As the postal world extends its systems to serve retail, manufacturing and retail are extending their applications into delivery.

The challenge for the postal system is that its global use is limited to designated operators.

This excludes those who operate either outside their national postal environment, or those who are not entitled to use “postal systems” and who have therefore developed their own proprietary systems.

The challenge for manufacturers and retailers is that integrating third party proprietary systems is costly in terms of:

  • IT – connectivity to internal shipping applications; interoperability; maintaining the interfaces, and
  • Process management – different label designs, different carrier regulations, different documentation, different transportation.


Fig. 3:   Item-specific labels with SSCC for CEP, following GS1 specifications which are valid for more than 120 countries worldwide and growing; Source: BdKEP; Mr. Schumann


GS1 can track anything in today’s supply chain

GS1, the not-for-profit organisation which develops and maintains open barcode and related tracking and tracing technology for manufacturing, retail and item tracking in general, has extended its coverage to include first and last mile delivery processes, including B2C item-related CEP services.

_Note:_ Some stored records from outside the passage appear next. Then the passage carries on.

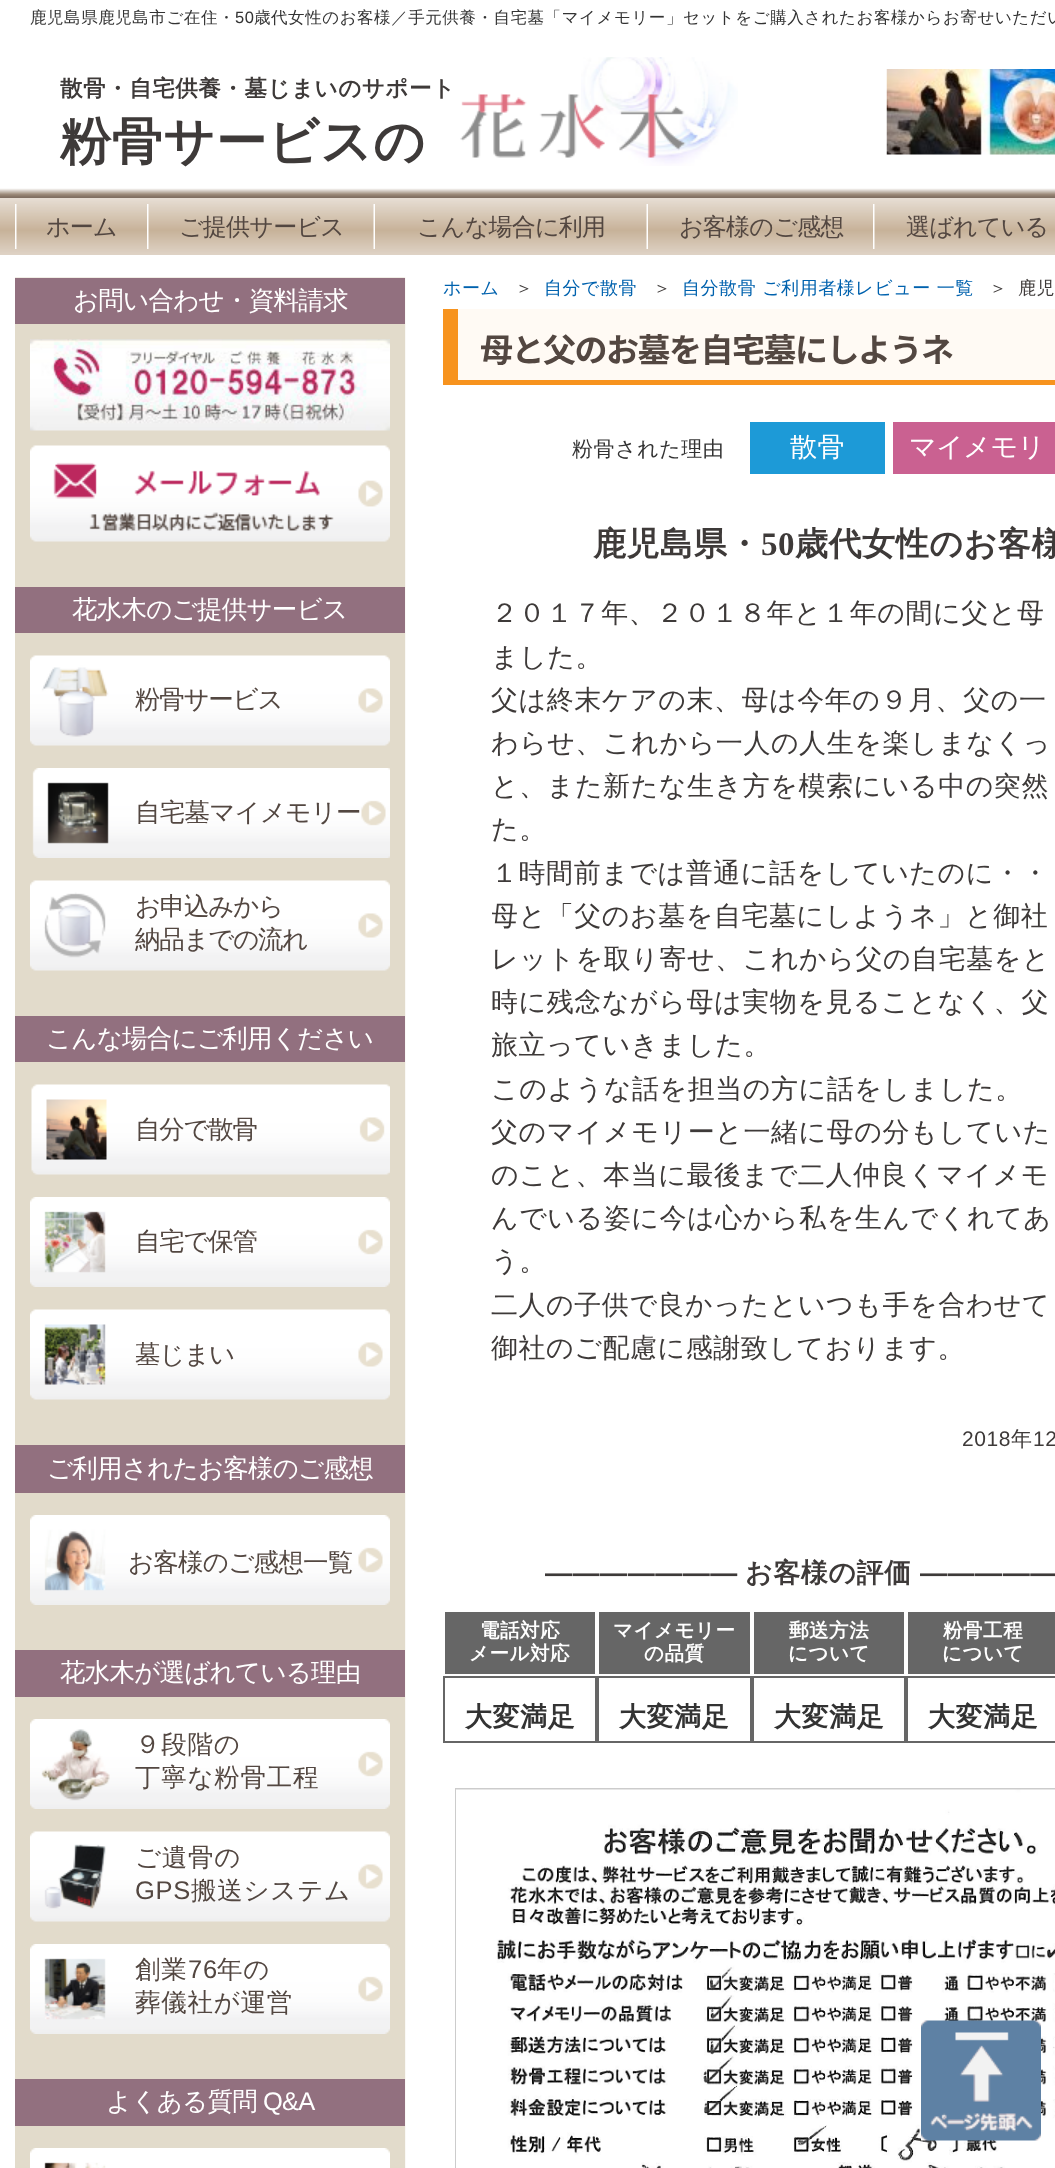 <svg xmlns="http://www.w3.org/2000/svg" width="1055" height="2168" viewBox="0 0 1055 2168">
  <style>
    .t1 { font: 500 16.5px WenQuanYi Zen Hei; letter-spacing: 0.55px; fill: #333; }
    .t2 { font: 16.5px Liberation Sans; letter-spacing: 0.55px; fill: #333; }
    .t3 { font: bold 22.5px WenQuanYi Zen Hei; letter-spacing: 0.55px; fill: #3e3a39; }
    .t4 { font: bold 51px WenQuanYi Zen Hei; letter-spacing: 0.55px; fill: #3e3a39; }
    .t5 { font: 500 24px WenQuanYi Zen Hei; letter-spacing: -0.75px; fill: #534741; }
    .t6 { font: 500 25.5px WenQuanYi Zen Hei; letter-spacing: -0.75px; fill: #fff; }
    .t7 { font: 500 25.5px WenQuanYi Zen Hei; letter-spacing: -1.25px; fill: #534741; }
    .t8 { font: 500 25.5px WenQuanYi Zen Hei; letter-spacing: -0.75px; fill: #534741; }
    .t9 { font: 500 25.5px WenQuanYi Zen Hei; letter-spacing: 0.75px; fill: #534741; }
    .t10 { font: 25.5px Liberation Sans; letter-spacing: 0.75px; fill: #534741; }
    .t11 { font: 25.5px Liberation Sans; letter-spacing: -0.75px; fill: #fff; }
    .t12 { font: 500 18px WenQuanYi Zen Hei; letter-spacing: 0.55px; fill: #0062ae; }
    .t13 { font: 500 18px WenQuanYi Zen Hei; letter-spacing: 0.55px; fill: #3e3a39; }
    .t14 { font: bold 33px Noto Sans JP; letter-spacing: -1.5px; fill: #534741; }
    .t15 { font: 500 21px WenQuanYi Zen Hei; letter-spacing: 0.55px; fill: #333; }
    .t16 { font: 500 27px WenQuanYi Zen Hei; letter-spacing: 0.55px; fill: #fff; }
    .t17 { font: 500 27px WenQuanYi Zen Hei; letter-spacing: -0.5px; fill: #fff; }
    .t18 { font: bold 33px WenQuanYi Zen Hei; letter-spacing: 0.55px; fill: #3e3a39; }
    .t19 { font: bold 33px Liberation Serif; letter-spacing: 0.55px; fill: #3e3a39; }
    .t20 { font: 500 27px WenQuanYi Zen Hei; letter-spacing: 0.55px; fill: #3e3a39; }
    .t21 { font: 21px Liberation Sans; letter-spacing: 0.55px; fill: #3e3a39; }
    .t22 { font: 500 21px WenQuanYi Zen Hei; letter-spacing: 0.55px; fill: #3e3a39; }
    .t23 { font: bold 27px Liberation Sans; letter-spacing: 0.55px; fill: #3e3a39; }
    .t24 { font: bold 27px WenQuanYi Zen Hei; letter-spacing: 0.55px; fill: #3e3a39; }
    .t25 { font: bold 19.5px WenQuanYi Zen Hei; letter-spacing: 0.55px; fill: #fff; }
    .t26 { font: bold 27px WenQuanYi Zen Hei; letter-spacing: 0.55px; fill: #333; }
  </style>
  <defs>
    <clipPath id="clip1"><rect x="492" y="593" width="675" height="886"/></clipPath>
  </defs>
  <rect width="100%" height="100%" fill="#fff"/>
  <text x="30" y="23" class="t1">鹿児島県鹿児島市ご在住・</text>
  <text x="235" y="23" class="t2">50</text>
  <text x="254" y="23" class="t1">歳代女性のお客様／手元供養・自宅墓「マイメモリー」セットをご購入されたお客様からお寄せいただい</text>
  <image x="581" y="57" width="157" height="109" href="images/1.png"/>
  <text x="60" y="96" class="t3">散骨・自宅供養・墓じまいのサポート</text>
  <text x="60" y="159" class="t4">粉骨サービスの</text>
  <image x="460" y="93" width="226" height="65" href="images/2.png"/>
  <image x="886" y="69" width="169" height="86" href="images/3.png"/>
  <image x="0" y="188" width="1055" height="10" href="images/4.png"/>
  <image x="0" y="198" width="1055" height="57" href="images/5.png"/>
  <image x="15" y="204" width="2" height="45" href="images/6.png"/>
  <image x="147" y="204" width="2" height="45" href="images/6.png"/>
  <text x="46" y="235" class="t5">ホーム</text>
  <image x="373" y="204" width="2" height="45" href="images/7.png"/>
  <text x="179" y="235" class="t5">ご提供サービス</text>
  <image x="646" y="204" width="2" height="45" href="images/8.png"/>
  <text x="417" y="235" class="t5">こんな場合に利用</text>
  <image x="873" y="204" width="2" height="45" href="images/6.png"/>
  <text x="679" y="235" class="t5">お客様のご感想</text>
  <text x="906" y="235" class="t5">選ばれている</text>
  <image x="15" y="277" width="391" height="1891" href="images/9.png"/>
  <rect x="404" y="324" width="1" height="1844" fill="#e2dbcb"/>
  <rect x="15" y="278" width="390" height="46" fill="#92707f"/>
  <text x="73" y="309" class="t6">お問い合わせ・資料請求</text>
  <image x="30" y="339" width="360" height="92" href="images/10.png"/>
  <image x="30" y="445" width="360" height="97" href="images/11.png"/>
  <rect x="15" y="587" width="390" height="46" fill="#92707f"/>
  <text x="72" y="618" class="t6">花水木のご提供サービス</text>
  <image x="30" y="655" width="360" height="91" href="images/12.png"/>
  <text x="135" y="708" class="t7">粉骨サービス</text>
  <image x="32" y="768" width="358" height="90" href="images/13.png"/>
  <text x="135" y="821" class="t8">自宅墓マイメモリー</text>
  <image x="30" y="880" width="360" height="91" href="images/14.png"/>
  <text x="135" y="915" class="t7">お申込みから</text>
  <text x="135" y="948" class="t7">納品までの流れ</text>
  <rect x="15" y="1016" width="390" height="46" fill="#92707f"/>
  <text x="46" y="1047" class="t6">こんな場合にご利用ください</text>
  <image x="31" y="1084" width="359" height="91" href="images/15.png"/>
  <text x="135" y="1138" class="t7">自分で散骨</text>
  <image x="30" y="1197" width="360" height="90" href="images/16.png"/>
  <text x="135" y="1250" class="t7">自宅で保管</text>
  <image x="30" y="1309" width="360" height="91" href="images/17.png"/>
  <text x="135" y="1363" class="t7">墓じまい</text>
  <rect x="15" y="1445" width="390" height="48" fill="#92707f"/>
  <text x="47" y="1477" class="t6">ご利用されたお客様のご感想</text>
  <image x="30" y="1515" width="360" height="90" href="images/18.png"/>
  <text x="128" y="1571" class="t8">お客様のご感想一覧</text>
  <rect x="15" y="1650" width="390" height="47" fill="#92707f"/>
  <text x="60" y="1681" class="t6">花水木が選ばれている理由</text>
  <image x="30" y="1719" width="360" height="90" href="images/19.png"/>
  <text x="135" y="1753" class="t9">９段階の</text>
  <text x="135" y="1786" class="t9">丁寧な粉骨工程</text>
  <image x="30" y="1831" width="360" height="91" href="images/20.png"/>
  <text x="135" y="1866" class="t9">ご遺骨の</text>
  <text x="135" y="1899" class="t10">GPS</text>
  <text x="191" y="1899" class="t9">搬送システム</text>
  <image x="30" y="1944" width="360" height="90" href="images/21.png"/>
  <text x="135" y="1978" class="t9">創業</text>
  <text x="188" y="1978" class="t10">76</text>
  <text x="217" y="1978" class="t9">年の</text>
  <text x="135" y="2011" class="t9">葬儀社が運営</text>
  <rect x="15" y="2079" width="390" height="47" fill="#92707f"/>
  <text x="106" y="2110" class="t6">よくある質問</text>
  <text x="263" y="2110" class="t11">Q&amp;A</text>
  <image x="30" y="2148" width="360" height="20" href="images/22.png"/>
  <text x="443" y="294" class="t12">ホーム</text>
  <text x="515" y="294" class="t13">＞</text>
  <text x="544" y="294" class="t12">自分で散骨</text>
  <text x="653" y="294" class="t13">＞</text>
  <text x="682" y="294" class="t12">自分散骨 ご利用者様レビュー 一覧</text>
  <text x="989" y="294" class="t13">＞</text>
  <text x="1018" y="294" class="t13">鹿児</text>
  <rect x="458" y="309" width="597" height="71" fill="#fffaf4"/>
  <rect x="443" y="380" width="612" height="5" fill="#f7931e"/>
  <rect x="443" y="309" width="15" height="71" fill="#f7931e"/>
  <text x="480" y="362" class="t14">母と父のお墓を自宅墓にしようネ</text>
  <text x="572" y="456" class="t15">粉骨された理由</text>
  <rect x="750" y="422" width="135" height="52" fill="#1d9ad7"/>
  <text x="790" y="456" class="t16">散骨</text>
  <rect x="893" y="422" width="162" height="52" fill="#ca6191"/>
  <text x="909" y="456" class="t17">マイメモリ</text>
  <text x="593" y="555" class="t18">鹿児島県・</text>
  <text x="761" y="555" class="t19">50</text>
  <text x="795" y="555" class="t18">歳代女性のお客様</text>
  <text x="491" y="622" class="t20">２０１７年、２０１８年と１年の間に父と母</text>
  <text x="491" y="666" class="t20">ました。</text>
  <text x="491" y="709" class="t20">父は終末ケアの末、母は今年の９月、父の一</text>
  <text x="491" y="752" class="t20">わらせ、これから一人の人生を楽しまなくっ</text>
  <text x="491" y="795" class="t20">と、また新たな生き方を模索にいる中の突然</text>
  <text x="491" y="838" class="t20">た。</text>
  <text x="491" y="882" class="t20">１時間前までは普通に話をしていたのに・・</text>
  <g clip-path="url(#clip1)">
    <text x="491" y="925" class="t20">母と「父のお墓を自宅墓にしようネ」と御社</text>
  </g>
  <text x="491" y="968" class="t20">レットを取り寄せ、これから父の自宅墓をと</text>
  <text x="491" y="1011" class="t20">時に残念ながら母は実物を見ることなく、父</text>
  <g clip-path="url(#clip1)">
    <text x="491" y="1054" class="t20">旅立っていきました。</text>
  </g>
  <text x="491" y="1098" class="t20">このような話を担当の方に話をしました。</text>
  <text x="491" y="1141" class="t20">父のマイメモリーと一緒に母の分もしていた</text>
  <text x="491" y="1184" class="t20">のこと、本当に最後まで二人仲良くマイメモ</text>
  <text x="491" y="1227" class="t20">んでいる姿に今は心から私を生んでくれてあ</text>
  <text x="491" y="1270" class="t20">う。</text>
  <text x="491" y="1314" class="t20">二人の子供で良かったといつも手を合わせて</text>
  <text x="491" y="1357" class="t20">御社のご配慮に感謝致しております。</text>
  <text x="962" y="1446" class="t21">2018</text>
  <text x="1011" y="1446" class="t22">年</text>
  <text x="1033" y="1446" class="t21">12</text>
  <text x="545" y="1582" class="t23">―――――――</text>
  <text x="745" y="1582" class="t24">お客様の評価</text>
  <text x="920" y="1582" class="t23">―――――</text>
  <rect x="445" y="1612" width="150" height="62" fill="#666"/>
  <text x="480" y="1637" class="t25">電話対応</text>
  <text x="469" y="1660" class="t25">メール対応</text>
  <rect x="444" y="1677" width="152" height="65" fill="none" stroke="#666" stroke-width="2"/>
  <text x="465" y="1726" class="t26">大変満足</text>
  <rect x="599" y="1612" width="151" height="62" fill="#666"/>
  <text x="613" y="1637" class="t25">マイメモリー</text>
  <text x="644" y="1660" class="t25">の品質</text>
  <rect x="598" y="1677" width="153" height="65" fill="none" stroke="#666" stroke-width="2"/>
  <text x="619" y="1726" class="t26">大変満足</text>
  <rect x="754" y="1612" width="150" height="62" fill="#666"/>
  <text x="789" y="1637" class="t25">郵送方法</text>
  <text x="788" y="1660" class="t25">について</text>
  <rect x="753" y="1677" width="152" height="65" fill="none" stroke="#666" stroke-width="2"/>
  <text x="774" y="1726" class="t26">大変満足</text>
  <rect x="908" y="1612" width="147" height="62" fill="#666"/>
  <text x="943" y="1637" class="t25">粉骨工程</text>
  <text x="942" y="1660" class="t25">について</text>
  <rect x="907" y="1677" width="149" height="65" fill="none" stroke="#666" stroke-width="2"/>
  <text x="928" y="1726" class="t26">大変満足</text>
  <rect x="456" y="1789" width="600" height="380" fill="none" stroke="#ccc" stroke-width="2"/>
  <image x="456" y="1789" width="599" height="379" href="images/23.png"/>
  <image x="921" y="2020" width="120" height="121" href="images/24.png"/>
</svg>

This open systems approach creates an environment in which carriers can use their own internal barcode symbology in addition to the open barcode symbology maintained globally by GS1.

The advantages for retail and manufacturing are huge.

GS1 is the leading global not-for-profit organisation providing open standards for item related tracking across the whole supply chain, so that manufacturers, retail and service partners can all use the item-related information seamlessly.

It is therefore no surprise that Alibaba and other leading Chinese ecommerce providers have also committed to adopting GS1 standards

As access is open, anyone handling the item can read and access content related to the item. Item-related content can also be restricted to users based on rights policies, and on an individual identification basis.


Posts use GS1 standards for delivery outside their national postal territories

Some of the national postal administrations already use GS1 barcodes and related tracking technology (RFID, etc.) when operating outside their own postal territories.


Fig. 4: Example of a carrier-independent shipping & tracking platform in Germany; Source: BdKEP, Mr. Schumann


Applying GS1 standards for B2X delivery leads to a highly integrated platform to which CEP companies, senders and recipients gain access globally.


European Standardisation

Open standards for track & trace, harmonised labelling and interfaces to applications and systems are being developed based on the EU's standardisation strategy and related mandates to CEN/TC331.

When it comes to x-border ecommerce, the hurdles established in the past for the benefit of the few are being dissolved.

As the Internet of Things leads to an Internet of Parcels, all players can look forward to benefitting from open and generally accessible applications.